EXERCISE INPUT>
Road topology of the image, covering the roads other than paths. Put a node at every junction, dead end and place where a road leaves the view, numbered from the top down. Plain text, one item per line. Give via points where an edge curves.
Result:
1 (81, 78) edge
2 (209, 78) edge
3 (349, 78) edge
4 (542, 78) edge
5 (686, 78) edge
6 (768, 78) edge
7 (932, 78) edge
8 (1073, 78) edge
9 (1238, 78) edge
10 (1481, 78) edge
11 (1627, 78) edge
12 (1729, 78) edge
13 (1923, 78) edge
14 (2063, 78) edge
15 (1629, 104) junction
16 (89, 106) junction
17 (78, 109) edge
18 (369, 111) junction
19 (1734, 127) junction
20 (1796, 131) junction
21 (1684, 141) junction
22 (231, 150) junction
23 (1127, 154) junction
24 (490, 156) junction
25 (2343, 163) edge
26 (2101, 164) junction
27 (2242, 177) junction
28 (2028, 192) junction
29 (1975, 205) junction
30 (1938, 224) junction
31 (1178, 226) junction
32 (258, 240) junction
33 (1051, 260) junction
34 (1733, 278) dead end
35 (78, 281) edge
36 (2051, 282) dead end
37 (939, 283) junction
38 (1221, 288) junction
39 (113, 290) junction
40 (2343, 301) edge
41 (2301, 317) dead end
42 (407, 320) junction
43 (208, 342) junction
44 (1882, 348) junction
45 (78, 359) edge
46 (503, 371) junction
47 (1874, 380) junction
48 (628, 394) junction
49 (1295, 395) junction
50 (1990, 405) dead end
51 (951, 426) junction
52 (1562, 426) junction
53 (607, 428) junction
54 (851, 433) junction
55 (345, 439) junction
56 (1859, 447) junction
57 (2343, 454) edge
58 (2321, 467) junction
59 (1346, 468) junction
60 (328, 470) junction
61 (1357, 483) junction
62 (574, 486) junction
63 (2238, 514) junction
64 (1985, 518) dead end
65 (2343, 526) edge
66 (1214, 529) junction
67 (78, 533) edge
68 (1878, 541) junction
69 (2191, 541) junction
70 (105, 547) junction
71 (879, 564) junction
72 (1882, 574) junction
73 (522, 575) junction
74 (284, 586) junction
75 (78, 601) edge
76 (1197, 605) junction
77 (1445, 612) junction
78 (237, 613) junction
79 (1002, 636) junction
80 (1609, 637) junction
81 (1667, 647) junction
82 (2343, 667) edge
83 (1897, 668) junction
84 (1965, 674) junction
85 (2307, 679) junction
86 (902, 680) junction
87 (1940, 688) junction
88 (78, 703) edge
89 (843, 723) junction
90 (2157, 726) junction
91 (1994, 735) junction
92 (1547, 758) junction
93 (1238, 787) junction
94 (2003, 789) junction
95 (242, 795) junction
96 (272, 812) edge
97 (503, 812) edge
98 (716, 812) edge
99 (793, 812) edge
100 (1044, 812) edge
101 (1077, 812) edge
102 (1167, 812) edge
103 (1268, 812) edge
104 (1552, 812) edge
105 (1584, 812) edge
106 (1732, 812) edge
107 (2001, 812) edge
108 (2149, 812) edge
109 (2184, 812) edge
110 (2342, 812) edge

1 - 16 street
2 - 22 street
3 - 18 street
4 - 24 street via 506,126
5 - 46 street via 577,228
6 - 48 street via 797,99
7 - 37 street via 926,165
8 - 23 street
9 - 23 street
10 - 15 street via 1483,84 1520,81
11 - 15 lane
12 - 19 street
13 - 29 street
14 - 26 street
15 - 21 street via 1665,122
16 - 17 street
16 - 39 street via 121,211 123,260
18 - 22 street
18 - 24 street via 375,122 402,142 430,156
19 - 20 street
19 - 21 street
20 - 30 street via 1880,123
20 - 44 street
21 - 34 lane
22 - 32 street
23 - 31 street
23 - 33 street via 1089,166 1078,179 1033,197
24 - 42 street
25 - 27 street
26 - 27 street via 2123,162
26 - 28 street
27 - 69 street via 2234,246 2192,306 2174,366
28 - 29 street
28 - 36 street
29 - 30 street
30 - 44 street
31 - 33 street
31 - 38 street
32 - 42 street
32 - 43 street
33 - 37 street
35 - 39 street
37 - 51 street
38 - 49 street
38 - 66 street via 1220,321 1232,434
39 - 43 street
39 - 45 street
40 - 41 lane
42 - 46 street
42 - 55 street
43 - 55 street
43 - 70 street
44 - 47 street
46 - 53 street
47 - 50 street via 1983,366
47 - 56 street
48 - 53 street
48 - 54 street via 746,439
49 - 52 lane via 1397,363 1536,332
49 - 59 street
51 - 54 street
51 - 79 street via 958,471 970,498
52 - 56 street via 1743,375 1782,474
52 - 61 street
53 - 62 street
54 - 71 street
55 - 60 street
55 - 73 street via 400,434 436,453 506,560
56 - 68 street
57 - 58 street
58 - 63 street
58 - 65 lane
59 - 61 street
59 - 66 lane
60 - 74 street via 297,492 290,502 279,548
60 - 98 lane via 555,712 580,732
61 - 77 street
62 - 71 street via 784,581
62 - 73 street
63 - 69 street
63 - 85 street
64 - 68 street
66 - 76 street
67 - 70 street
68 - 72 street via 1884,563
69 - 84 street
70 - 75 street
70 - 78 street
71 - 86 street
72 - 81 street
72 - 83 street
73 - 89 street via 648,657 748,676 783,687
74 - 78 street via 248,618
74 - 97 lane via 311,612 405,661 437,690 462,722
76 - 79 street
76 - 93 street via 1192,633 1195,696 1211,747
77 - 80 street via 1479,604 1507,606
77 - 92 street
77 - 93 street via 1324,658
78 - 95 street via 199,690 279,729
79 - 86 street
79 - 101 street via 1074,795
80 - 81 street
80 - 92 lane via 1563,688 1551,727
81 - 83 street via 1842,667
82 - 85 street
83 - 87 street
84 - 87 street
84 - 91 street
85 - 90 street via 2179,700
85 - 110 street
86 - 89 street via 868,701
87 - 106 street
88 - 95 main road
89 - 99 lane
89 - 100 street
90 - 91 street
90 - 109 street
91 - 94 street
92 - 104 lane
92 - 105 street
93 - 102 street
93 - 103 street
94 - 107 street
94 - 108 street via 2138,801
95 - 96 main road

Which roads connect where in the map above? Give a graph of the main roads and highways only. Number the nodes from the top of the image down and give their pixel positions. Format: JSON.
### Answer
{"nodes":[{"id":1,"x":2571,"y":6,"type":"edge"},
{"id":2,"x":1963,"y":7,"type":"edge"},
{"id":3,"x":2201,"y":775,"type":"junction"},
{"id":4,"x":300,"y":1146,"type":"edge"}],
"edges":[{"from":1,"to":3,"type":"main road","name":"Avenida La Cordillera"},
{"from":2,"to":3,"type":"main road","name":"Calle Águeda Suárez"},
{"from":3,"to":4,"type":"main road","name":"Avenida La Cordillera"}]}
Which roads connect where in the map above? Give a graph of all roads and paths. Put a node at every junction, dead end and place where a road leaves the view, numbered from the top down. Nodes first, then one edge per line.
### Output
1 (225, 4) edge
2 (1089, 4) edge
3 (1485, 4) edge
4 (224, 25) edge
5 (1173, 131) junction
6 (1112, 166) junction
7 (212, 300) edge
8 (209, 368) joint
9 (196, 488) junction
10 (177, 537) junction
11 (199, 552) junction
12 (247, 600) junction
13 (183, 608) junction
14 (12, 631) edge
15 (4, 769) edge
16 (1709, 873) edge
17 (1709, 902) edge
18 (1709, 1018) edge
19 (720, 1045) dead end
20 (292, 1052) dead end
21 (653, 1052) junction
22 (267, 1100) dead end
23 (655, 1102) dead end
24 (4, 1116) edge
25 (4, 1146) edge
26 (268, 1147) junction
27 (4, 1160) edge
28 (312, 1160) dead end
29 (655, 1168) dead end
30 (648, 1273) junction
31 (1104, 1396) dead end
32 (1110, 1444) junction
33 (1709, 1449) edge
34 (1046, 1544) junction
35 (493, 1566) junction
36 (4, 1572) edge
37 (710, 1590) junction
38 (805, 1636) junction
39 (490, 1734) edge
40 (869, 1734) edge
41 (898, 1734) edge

TRY IT>
Looking at the records, how many of the lines contain the string "name"? Only the number should be given.

YOUR RESPONSE>
3